Мое состояние называется «слишком много женщин». Их, нежных агрессоров, тоже может быть СЛИШКОМ много. Этого не понять, пока не попадешь в заповедник амазонок. Туда, где их власть и их желания начинают давить с физически ощутимой силой. Мужчинам в подобных местах всегда неуютно. Никакой жажды секса не хватит, чтобы сохранить самоощущение завоевателя там, где ты – всего-навсего трофей.

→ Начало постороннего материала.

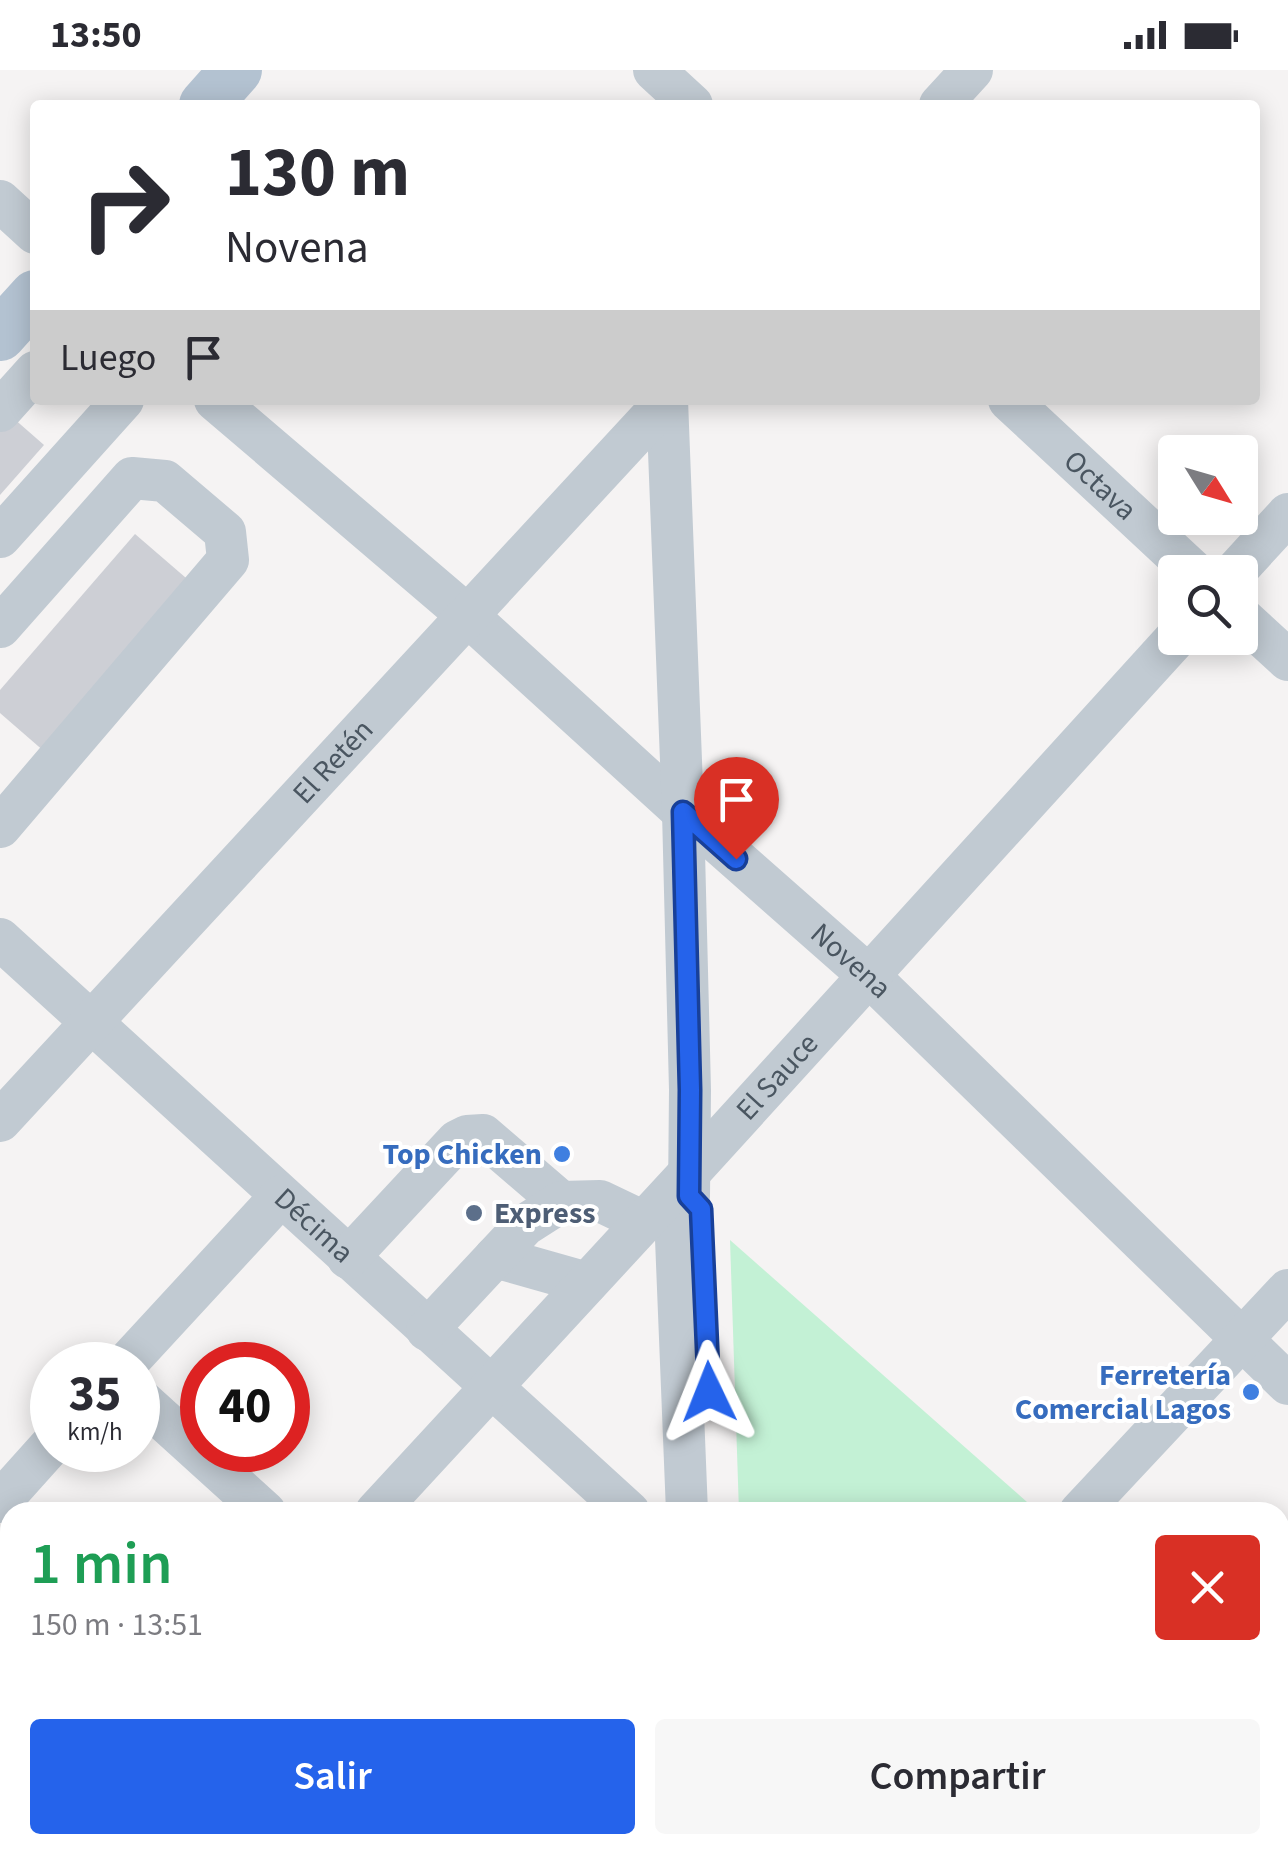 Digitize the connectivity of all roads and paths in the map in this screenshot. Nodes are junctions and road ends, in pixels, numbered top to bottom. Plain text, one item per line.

Я не хочу, чтобы меня считали слабаком и трусом. Я прячу свое знание под маской галантности и понимания. Еще немного понимания и галантности – и меня бы сочли геем, безопасным и обаятельным, всегда готовым дать женщине совет насчет того, каковы мужчины. И подставить жилетку, если в глазах у нее стоят непролитые слезы. И познакомить с приятелем-натуралом, случайно затесавшимся в тесный голубой круг красавчика Марка. Но от женского коллектива сексуальную ориентацию не скроешь, если нет намерения в пятницу вечером охотиться на дичь, которая всю неделю охотится на тебя. Я черпаю из источника, который всегда под рукой, тупо надеясь сорвать большой куш в виде настоящего чувства, начинавшегося, как игра самолюбий. Рискую.
Выходит, я тоже ищу любовь, вселенский наркотик, к которому понемногу причащаются и дети стихий. Которые, как и положено детям, верят в сказки и в подарки судьбы. В облагораживающую силу страстей. В то, что жизнь не удалась, если настоящее чувство не пришло и не превратило тебя в слепоглухонемого эгоцентрика, растворившегося в собственных переживаниях, точно фомор в своей возлюбленной бездне.

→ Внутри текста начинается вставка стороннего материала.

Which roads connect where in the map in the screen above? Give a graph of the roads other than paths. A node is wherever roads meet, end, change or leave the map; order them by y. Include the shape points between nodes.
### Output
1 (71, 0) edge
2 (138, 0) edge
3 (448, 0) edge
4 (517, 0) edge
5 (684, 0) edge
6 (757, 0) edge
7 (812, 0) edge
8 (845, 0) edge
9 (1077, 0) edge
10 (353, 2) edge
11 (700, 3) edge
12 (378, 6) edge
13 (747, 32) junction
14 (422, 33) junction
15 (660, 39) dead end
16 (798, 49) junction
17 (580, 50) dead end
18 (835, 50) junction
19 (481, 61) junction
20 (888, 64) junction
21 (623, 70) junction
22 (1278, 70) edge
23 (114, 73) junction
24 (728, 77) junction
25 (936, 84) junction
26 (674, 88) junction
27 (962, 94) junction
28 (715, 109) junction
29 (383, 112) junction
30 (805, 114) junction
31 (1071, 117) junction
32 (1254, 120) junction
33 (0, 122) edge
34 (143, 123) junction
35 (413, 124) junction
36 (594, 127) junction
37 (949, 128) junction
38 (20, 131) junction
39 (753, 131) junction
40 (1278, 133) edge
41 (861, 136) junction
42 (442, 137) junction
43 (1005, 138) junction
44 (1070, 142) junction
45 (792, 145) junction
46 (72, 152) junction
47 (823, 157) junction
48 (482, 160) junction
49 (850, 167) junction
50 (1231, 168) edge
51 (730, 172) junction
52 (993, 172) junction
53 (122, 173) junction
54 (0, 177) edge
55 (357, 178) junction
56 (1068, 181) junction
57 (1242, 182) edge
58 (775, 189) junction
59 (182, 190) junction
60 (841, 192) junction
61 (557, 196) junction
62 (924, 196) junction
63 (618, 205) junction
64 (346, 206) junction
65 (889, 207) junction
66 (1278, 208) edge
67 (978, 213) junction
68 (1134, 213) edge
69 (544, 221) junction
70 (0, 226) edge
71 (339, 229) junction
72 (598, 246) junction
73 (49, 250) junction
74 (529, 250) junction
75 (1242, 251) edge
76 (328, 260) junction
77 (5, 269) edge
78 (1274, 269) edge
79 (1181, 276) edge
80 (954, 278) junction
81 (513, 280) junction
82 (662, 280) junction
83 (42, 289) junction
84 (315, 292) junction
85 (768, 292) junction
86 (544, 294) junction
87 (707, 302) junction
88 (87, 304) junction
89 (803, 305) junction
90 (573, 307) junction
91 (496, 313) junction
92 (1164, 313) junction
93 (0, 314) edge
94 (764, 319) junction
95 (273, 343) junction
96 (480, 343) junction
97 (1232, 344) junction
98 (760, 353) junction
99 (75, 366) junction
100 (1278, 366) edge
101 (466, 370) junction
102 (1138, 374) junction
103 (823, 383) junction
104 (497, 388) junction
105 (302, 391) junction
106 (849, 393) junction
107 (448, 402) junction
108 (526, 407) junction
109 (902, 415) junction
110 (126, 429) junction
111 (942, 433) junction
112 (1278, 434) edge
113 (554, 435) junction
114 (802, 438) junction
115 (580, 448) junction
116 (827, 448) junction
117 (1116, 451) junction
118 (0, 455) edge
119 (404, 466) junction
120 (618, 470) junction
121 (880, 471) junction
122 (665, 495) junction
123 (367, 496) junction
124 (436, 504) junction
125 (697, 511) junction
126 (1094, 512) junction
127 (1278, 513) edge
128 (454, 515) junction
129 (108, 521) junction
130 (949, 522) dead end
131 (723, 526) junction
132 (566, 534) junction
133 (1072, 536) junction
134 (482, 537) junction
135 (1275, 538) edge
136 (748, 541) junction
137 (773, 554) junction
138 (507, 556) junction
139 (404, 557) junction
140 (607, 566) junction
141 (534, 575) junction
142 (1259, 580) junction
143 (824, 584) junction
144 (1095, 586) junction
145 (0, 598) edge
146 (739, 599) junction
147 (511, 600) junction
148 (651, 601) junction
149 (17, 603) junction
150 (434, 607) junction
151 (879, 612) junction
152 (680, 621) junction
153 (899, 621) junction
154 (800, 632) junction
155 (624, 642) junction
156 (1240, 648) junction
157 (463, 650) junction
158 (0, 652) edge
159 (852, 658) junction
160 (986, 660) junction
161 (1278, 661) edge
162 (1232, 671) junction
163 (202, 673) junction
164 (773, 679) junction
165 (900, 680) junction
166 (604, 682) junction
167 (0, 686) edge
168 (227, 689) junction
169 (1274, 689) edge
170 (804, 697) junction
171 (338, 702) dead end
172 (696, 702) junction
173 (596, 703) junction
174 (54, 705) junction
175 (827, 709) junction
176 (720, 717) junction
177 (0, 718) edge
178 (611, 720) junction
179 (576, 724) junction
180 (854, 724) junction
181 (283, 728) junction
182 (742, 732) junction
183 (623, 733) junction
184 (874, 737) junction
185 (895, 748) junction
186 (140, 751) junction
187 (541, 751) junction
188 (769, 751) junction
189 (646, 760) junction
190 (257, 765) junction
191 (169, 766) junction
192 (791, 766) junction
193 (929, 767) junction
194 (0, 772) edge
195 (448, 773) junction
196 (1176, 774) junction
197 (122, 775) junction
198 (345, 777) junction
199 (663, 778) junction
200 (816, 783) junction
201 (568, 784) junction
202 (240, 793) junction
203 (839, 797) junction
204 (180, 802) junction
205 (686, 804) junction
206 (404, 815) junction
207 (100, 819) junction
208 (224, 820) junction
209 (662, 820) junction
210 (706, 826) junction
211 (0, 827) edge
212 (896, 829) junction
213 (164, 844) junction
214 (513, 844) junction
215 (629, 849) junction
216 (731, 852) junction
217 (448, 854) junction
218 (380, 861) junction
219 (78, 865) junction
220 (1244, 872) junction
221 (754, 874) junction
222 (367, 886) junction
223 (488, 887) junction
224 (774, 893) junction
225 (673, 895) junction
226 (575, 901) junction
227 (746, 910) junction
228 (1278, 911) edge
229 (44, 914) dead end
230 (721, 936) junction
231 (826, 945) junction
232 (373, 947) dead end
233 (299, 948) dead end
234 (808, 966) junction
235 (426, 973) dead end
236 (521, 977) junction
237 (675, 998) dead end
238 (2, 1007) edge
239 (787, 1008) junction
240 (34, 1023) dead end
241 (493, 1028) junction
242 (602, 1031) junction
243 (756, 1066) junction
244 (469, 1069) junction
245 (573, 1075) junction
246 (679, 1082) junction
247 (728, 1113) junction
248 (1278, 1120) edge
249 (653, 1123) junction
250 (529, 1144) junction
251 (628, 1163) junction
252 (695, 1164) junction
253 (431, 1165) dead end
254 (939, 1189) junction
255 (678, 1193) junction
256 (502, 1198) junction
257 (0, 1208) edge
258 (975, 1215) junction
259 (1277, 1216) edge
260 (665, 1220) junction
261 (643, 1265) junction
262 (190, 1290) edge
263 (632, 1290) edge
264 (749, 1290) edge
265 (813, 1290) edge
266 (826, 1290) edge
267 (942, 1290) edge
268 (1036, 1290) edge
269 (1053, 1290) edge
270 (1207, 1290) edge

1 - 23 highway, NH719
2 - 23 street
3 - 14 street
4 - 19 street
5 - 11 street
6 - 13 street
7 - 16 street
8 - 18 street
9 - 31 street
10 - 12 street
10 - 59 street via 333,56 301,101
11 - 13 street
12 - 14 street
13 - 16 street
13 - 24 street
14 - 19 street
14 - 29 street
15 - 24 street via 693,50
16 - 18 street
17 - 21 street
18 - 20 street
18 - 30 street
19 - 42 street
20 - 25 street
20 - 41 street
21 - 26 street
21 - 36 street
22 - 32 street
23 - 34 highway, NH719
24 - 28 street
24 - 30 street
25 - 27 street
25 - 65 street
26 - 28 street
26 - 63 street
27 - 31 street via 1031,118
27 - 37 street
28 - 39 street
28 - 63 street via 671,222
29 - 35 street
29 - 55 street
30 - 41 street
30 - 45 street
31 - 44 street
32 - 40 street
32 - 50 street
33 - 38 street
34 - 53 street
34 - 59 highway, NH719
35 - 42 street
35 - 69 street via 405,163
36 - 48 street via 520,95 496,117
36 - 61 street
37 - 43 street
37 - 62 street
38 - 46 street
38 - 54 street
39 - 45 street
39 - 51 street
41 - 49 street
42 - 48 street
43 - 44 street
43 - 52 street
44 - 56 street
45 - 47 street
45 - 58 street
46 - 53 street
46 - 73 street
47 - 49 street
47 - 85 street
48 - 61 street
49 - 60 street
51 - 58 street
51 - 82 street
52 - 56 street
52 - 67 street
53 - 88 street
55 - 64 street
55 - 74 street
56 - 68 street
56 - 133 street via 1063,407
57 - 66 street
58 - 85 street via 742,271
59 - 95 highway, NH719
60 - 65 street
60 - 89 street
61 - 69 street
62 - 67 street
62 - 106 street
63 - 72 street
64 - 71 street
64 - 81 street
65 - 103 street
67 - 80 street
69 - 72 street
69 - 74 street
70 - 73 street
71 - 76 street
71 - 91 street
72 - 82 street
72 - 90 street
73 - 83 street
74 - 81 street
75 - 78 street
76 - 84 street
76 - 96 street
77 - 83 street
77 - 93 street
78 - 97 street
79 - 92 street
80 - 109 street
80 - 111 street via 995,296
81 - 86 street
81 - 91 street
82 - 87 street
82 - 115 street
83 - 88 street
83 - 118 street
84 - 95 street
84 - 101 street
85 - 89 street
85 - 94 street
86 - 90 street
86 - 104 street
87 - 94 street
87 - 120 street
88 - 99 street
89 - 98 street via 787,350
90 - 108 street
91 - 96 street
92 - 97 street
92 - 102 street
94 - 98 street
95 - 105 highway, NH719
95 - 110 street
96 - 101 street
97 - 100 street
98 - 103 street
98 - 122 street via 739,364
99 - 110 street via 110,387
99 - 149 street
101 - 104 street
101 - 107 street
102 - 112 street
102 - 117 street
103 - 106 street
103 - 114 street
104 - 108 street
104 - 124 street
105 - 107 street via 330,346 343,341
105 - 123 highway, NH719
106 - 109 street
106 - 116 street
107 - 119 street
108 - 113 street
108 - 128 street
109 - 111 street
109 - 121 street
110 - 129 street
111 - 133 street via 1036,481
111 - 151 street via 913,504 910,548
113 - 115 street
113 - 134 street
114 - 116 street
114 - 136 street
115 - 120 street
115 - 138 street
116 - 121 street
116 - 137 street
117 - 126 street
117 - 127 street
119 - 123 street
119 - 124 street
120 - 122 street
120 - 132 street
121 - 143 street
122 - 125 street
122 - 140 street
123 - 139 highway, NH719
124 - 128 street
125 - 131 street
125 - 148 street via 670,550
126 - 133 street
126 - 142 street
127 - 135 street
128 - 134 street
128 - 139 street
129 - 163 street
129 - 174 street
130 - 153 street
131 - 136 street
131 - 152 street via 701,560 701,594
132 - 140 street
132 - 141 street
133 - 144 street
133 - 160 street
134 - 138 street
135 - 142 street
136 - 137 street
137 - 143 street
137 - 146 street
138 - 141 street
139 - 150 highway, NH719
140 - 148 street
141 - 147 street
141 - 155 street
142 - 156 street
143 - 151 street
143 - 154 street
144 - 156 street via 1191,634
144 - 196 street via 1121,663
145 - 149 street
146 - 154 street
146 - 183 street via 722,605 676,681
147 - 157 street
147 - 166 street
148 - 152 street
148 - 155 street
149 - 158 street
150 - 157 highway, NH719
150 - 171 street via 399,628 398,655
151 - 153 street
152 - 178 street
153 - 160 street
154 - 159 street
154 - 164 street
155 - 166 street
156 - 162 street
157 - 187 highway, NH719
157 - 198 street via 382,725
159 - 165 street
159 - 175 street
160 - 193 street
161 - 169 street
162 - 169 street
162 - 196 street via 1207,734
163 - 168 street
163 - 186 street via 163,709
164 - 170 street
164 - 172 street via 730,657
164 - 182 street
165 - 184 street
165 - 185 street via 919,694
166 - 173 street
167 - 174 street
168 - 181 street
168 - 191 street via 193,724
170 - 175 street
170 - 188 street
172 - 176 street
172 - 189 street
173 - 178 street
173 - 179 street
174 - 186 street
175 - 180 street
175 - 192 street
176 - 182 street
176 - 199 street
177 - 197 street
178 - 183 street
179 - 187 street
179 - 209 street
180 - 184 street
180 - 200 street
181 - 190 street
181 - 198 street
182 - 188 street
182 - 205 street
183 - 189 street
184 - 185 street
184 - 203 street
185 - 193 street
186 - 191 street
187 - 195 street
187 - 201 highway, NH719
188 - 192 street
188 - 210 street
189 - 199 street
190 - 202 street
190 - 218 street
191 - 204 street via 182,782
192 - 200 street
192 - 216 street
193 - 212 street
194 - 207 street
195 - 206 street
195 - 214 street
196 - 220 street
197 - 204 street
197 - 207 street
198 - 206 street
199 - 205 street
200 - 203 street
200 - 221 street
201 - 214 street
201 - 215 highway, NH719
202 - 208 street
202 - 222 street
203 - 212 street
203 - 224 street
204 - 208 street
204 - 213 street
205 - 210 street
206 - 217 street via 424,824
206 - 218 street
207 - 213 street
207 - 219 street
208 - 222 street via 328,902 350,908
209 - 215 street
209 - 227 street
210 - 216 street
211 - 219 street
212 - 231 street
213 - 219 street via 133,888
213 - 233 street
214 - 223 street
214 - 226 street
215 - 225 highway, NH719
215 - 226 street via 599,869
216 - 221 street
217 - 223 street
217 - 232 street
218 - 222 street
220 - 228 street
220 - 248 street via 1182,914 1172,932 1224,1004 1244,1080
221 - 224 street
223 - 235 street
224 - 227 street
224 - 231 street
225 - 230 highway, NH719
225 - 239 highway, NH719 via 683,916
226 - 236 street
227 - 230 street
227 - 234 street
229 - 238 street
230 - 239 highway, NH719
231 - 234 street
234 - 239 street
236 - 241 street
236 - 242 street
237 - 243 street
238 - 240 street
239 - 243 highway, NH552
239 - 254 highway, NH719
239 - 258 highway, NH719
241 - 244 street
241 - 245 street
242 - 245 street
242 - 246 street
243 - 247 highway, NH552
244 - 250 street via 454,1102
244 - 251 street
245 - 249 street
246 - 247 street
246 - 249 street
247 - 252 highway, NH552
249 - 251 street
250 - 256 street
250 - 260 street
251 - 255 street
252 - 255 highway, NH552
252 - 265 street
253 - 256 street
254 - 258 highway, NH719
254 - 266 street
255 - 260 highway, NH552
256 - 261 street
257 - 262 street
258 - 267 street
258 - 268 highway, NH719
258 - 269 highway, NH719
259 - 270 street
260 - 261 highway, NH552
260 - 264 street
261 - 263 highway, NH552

Бедные дети. Бедная Мулиартех, бедный Гвиллион, бедные они все.
Я сижу, опустив голову и смотрю на собственные руки, лежащие на благородно-домотканой скатерти «Кабаньего взбрыка». Какие старые, старые руки – узловатые вены под кожей, желтые потрескавшиеся ногти, кожа в пигментных пятнах, которые французы называют «маргаритками смерти»… Почему у меня такие старые руки? Я же молод, силен, моя жизнь не клонится к закату и тело не подводит меня, отказывая в привычных услугах! В глаза мне лезут пряди седых волос, слишком длинных, слишком тонких и редких, чтобы быть моими.
- Марк! – срывающимся голосом произносит Гвиллион. – Что с твоим лицом?
- Что-что… - ворчливым голосом отвечает Мореход. – В Дурачка он превращается. В старого нудного хрыча, который боится жить.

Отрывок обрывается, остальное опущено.